● **TASK**: Bring together all lines from the listing below that contain the string "переулок".

/---

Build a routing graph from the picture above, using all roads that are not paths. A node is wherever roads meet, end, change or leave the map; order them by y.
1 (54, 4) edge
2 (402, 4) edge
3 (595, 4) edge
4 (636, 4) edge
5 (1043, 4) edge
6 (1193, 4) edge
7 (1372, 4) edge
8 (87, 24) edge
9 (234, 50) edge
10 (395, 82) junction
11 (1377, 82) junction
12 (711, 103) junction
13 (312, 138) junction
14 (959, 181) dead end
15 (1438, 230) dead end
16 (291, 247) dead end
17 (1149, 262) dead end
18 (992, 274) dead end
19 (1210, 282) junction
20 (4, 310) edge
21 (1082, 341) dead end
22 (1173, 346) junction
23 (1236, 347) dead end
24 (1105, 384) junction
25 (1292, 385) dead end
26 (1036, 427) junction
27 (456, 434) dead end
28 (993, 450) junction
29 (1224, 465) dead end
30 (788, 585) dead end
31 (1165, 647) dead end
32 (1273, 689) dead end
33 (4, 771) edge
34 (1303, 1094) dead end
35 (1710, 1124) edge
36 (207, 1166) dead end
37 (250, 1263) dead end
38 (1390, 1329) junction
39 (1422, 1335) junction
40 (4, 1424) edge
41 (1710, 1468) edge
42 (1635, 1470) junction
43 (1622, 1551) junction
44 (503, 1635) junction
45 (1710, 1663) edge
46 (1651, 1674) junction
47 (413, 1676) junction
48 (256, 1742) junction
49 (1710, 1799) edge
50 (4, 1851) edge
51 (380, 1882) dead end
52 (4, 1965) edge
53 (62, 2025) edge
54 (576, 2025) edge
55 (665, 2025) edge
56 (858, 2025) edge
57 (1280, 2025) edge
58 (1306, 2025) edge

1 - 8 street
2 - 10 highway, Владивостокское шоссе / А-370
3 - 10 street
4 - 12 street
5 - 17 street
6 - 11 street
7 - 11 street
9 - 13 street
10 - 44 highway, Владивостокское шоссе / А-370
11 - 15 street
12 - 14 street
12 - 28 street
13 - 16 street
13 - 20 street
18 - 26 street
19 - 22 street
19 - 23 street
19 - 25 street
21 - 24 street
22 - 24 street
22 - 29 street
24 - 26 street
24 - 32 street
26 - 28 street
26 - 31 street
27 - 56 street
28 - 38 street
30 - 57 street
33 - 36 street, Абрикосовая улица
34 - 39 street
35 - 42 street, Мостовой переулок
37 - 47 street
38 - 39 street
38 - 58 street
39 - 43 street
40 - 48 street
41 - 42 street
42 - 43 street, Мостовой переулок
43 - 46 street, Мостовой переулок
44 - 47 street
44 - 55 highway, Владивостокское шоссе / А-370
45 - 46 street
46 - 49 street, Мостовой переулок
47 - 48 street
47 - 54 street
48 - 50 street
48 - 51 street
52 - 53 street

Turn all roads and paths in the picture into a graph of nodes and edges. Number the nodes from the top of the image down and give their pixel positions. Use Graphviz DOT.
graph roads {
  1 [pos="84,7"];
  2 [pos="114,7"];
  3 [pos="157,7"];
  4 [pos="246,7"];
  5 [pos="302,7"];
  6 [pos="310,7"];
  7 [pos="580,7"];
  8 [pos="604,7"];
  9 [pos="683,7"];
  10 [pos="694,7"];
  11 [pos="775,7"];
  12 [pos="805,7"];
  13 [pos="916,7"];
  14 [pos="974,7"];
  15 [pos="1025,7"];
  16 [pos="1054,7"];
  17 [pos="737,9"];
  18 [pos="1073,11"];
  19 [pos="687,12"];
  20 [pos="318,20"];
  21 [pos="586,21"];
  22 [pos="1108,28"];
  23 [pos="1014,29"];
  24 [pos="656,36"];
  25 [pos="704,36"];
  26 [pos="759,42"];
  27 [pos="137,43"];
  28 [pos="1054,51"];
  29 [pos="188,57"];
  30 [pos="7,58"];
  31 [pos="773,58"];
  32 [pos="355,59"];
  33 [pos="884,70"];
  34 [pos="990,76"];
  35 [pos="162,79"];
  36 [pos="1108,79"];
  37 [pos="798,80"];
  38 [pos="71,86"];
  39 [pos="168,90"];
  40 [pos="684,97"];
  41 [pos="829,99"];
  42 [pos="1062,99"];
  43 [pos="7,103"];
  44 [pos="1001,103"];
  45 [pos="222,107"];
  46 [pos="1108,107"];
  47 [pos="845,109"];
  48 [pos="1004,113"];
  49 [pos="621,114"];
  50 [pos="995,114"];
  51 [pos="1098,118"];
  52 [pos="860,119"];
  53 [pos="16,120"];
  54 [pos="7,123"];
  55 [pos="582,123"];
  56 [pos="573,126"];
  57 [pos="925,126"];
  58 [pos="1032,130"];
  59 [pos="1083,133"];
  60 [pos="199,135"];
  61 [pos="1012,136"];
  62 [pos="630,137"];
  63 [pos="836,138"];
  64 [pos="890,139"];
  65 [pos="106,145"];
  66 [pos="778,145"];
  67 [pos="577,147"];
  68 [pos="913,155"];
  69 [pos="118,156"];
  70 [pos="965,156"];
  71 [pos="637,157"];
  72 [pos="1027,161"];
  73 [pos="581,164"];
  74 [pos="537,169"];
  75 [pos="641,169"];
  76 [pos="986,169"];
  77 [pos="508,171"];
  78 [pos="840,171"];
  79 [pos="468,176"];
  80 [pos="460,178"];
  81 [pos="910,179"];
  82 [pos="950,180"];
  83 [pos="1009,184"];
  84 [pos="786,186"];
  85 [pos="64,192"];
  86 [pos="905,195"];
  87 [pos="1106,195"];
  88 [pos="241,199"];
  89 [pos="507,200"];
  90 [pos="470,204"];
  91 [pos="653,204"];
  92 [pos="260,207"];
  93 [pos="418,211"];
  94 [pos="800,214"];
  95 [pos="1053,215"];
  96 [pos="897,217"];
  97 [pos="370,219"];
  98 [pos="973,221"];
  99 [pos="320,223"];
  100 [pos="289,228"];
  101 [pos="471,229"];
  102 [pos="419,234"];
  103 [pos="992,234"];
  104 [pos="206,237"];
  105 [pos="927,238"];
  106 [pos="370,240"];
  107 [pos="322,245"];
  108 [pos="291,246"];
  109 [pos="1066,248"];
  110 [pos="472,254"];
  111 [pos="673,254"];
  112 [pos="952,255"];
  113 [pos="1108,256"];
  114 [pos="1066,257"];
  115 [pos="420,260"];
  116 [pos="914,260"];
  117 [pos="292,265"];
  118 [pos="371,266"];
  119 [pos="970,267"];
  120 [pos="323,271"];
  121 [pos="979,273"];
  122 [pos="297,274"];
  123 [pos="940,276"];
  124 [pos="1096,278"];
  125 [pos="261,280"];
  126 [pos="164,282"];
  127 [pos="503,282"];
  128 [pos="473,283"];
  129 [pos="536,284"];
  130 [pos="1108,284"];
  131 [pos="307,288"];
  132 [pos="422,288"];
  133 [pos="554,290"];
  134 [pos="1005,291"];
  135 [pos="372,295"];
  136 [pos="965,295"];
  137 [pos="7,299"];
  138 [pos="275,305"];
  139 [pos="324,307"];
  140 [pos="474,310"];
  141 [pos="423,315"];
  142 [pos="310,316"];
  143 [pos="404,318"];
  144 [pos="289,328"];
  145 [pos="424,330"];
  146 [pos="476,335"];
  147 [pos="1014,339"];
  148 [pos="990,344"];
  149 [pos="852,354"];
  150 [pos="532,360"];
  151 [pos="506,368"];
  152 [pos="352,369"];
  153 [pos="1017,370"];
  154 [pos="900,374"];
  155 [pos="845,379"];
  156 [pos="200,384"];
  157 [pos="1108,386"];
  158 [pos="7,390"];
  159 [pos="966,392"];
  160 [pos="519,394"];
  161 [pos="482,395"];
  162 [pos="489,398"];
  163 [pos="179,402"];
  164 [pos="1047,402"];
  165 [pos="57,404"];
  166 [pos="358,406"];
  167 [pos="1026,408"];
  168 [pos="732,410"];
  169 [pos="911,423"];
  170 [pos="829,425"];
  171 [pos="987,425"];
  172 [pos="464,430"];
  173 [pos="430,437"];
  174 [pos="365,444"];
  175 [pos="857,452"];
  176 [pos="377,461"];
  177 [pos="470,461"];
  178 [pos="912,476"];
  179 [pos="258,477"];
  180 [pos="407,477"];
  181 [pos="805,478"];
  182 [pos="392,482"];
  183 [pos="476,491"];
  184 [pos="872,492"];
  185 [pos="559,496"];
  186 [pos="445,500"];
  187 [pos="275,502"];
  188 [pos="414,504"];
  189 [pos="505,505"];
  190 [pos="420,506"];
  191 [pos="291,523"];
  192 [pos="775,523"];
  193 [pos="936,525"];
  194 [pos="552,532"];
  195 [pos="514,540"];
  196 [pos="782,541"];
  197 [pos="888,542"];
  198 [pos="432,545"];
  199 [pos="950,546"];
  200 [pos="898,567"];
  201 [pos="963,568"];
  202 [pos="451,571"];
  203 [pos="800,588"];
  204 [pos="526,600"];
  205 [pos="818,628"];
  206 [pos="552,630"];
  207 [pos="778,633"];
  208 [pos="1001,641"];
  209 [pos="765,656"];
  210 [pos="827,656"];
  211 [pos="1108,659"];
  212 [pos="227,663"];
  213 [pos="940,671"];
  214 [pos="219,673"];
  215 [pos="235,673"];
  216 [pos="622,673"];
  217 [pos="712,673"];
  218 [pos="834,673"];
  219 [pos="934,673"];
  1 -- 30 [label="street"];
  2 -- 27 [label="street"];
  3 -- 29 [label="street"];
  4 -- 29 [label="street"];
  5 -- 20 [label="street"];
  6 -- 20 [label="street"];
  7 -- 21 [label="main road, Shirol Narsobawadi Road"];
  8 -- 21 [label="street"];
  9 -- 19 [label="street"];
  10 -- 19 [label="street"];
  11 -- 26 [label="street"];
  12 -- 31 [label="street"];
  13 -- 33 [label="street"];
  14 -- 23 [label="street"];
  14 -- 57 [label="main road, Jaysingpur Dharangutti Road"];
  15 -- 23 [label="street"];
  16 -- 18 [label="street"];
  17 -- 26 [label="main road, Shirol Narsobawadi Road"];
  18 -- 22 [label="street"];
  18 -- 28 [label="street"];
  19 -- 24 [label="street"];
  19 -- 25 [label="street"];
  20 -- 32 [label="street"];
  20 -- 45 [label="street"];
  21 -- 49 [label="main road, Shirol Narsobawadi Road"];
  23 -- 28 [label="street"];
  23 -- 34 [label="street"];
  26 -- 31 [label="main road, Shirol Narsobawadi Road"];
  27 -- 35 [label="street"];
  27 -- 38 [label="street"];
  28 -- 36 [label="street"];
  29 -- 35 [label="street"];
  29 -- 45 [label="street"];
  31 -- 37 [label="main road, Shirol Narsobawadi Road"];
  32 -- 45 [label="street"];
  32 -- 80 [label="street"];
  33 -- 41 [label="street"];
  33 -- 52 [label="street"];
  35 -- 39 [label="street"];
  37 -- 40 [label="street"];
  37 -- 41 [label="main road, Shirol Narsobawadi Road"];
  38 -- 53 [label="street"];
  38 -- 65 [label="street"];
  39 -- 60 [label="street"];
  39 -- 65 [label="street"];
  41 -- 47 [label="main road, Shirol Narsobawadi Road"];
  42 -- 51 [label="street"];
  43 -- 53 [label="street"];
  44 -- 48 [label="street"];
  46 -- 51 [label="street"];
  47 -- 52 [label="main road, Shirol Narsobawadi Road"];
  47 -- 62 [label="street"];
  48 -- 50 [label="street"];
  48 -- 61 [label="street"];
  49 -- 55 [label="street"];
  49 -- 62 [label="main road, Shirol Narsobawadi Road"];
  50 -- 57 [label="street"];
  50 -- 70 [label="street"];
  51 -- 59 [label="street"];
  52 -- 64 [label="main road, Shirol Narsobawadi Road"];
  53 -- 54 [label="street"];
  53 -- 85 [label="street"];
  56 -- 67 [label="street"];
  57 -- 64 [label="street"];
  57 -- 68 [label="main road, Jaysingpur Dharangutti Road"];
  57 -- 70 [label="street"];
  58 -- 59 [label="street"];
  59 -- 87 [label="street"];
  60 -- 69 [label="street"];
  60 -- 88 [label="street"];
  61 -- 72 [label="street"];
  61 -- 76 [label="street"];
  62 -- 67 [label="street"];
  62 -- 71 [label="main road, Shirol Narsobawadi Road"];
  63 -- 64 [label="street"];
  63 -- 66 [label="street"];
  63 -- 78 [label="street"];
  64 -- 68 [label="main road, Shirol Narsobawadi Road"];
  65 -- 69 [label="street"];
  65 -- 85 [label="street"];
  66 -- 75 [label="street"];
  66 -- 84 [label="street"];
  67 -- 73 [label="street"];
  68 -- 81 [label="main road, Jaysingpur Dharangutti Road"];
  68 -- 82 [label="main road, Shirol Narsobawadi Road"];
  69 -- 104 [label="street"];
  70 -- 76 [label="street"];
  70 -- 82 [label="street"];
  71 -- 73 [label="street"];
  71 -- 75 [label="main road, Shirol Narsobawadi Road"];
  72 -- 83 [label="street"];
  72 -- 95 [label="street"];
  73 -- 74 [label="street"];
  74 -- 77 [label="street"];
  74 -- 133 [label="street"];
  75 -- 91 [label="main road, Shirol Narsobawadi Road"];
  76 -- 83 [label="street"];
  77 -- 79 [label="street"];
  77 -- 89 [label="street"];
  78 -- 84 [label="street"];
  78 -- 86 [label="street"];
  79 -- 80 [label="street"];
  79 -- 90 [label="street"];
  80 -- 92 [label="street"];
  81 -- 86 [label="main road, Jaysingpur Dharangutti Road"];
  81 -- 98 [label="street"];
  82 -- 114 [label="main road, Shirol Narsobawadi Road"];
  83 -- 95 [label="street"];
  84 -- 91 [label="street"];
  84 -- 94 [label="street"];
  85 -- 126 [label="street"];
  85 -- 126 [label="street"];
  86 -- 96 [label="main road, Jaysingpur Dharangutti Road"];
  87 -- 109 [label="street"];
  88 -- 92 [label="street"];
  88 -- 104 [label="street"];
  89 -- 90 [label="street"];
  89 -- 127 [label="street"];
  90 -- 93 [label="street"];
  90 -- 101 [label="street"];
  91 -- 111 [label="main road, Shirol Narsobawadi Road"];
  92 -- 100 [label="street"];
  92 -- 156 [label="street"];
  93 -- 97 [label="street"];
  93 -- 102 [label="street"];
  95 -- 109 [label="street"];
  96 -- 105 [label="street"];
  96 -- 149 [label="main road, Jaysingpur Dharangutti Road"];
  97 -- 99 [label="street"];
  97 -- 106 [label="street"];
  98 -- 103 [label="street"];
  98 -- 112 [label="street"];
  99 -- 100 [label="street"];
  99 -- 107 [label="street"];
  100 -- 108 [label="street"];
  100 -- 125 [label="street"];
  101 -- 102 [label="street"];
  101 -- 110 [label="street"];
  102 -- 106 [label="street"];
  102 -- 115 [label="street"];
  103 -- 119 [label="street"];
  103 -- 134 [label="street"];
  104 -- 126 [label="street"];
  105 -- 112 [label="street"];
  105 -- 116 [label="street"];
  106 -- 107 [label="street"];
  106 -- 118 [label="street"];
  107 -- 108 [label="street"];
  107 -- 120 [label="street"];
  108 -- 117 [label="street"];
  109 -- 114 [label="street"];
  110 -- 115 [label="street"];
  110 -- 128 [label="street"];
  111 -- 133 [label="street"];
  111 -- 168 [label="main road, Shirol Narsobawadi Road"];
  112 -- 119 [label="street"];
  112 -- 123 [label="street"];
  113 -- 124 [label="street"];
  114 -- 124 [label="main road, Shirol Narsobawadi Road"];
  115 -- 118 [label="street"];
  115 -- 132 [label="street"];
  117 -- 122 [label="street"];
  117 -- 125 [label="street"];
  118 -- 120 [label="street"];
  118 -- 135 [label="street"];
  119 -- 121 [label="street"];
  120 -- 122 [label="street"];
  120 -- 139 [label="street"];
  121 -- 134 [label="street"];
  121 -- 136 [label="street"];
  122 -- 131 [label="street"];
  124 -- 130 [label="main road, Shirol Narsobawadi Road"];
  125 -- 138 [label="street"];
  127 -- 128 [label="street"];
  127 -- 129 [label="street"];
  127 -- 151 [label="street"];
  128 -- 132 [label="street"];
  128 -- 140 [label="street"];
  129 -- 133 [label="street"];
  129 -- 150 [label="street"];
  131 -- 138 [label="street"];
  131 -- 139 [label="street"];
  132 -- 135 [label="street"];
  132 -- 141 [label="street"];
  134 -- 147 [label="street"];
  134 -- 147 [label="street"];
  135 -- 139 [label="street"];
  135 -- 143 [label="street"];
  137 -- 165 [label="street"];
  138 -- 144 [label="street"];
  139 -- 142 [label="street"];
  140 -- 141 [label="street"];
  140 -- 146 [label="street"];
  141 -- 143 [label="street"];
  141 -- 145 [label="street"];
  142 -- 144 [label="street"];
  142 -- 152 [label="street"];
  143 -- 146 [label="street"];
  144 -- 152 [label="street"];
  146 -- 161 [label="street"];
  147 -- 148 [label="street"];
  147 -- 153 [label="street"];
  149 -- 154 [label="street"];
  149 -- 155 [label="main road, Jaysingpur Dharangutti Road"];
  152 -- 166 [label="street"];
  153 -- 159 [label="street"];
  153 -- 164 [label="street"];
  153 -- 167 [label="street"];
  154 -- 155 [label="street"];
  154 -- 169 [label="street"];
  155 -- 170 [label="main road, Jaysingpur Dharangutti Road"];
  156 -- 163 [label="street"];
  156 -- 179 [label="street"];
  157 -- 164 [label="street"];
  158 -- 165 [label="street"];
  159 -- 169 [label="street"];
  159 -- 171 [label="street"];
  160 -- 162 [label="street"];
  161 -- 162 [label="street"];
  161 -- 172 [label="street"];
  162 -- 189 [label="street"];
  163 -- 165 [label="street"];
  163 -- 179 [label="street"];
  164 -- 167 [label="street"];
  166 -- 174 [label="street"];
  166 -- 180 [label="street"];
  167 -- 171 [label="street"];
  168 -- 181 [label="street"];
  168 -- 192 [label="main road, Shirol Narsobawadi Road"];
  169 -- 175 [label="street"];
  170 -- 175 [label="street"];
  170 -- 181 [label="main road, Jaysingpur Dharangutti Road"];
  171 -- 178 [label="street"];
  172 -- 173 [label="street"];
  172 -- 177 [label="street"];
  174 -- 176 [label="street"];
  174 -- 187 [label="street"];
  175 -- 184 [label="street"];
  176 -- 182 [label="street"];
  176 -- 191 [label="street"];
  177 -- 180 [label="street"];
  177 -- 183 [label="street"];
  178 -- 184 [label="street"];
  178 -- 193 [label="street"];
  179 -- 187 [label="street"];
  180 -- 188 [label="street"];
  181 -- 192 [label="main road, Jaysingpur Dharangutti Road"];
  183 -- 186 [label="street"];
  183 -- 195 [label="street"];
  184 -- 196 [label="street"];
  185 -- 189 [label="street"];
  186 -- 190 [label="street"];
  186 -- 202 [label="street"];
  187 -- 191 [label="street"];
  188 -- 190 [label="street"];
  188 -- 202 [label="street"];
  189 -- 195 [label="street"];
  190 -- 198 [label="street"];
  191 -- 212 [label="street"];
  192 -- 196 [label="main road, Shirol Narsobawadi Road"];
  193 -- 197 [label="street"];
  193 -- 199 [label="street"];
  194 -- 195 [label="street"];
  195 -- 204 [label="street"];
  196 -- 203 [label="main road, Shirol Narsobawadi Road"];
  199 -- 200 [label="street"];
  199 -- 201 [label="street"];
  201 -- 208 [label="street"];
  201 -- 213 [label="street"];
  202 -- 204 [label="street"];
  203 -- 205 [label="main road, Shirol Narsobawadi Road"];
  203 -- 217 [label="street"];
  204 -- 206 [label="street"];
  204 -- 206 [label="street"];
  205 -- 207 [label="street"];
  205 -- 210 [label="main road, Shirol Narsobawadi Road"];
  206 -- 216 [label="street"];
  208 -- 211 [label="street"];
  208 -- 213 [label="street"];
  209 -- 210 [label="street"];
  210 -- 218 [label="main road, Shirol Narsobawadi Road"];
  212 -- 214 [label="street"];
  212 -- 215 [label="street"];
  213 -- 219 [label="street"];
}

\---

● **SOLUTION TO THIS PROBLEM**:
35 - 42 street, Мостовой переулок
42 - 43 street, Мостовой переулок
43 - 46 street, Мостовой переулок
46 - 49 street, Мостовой переулок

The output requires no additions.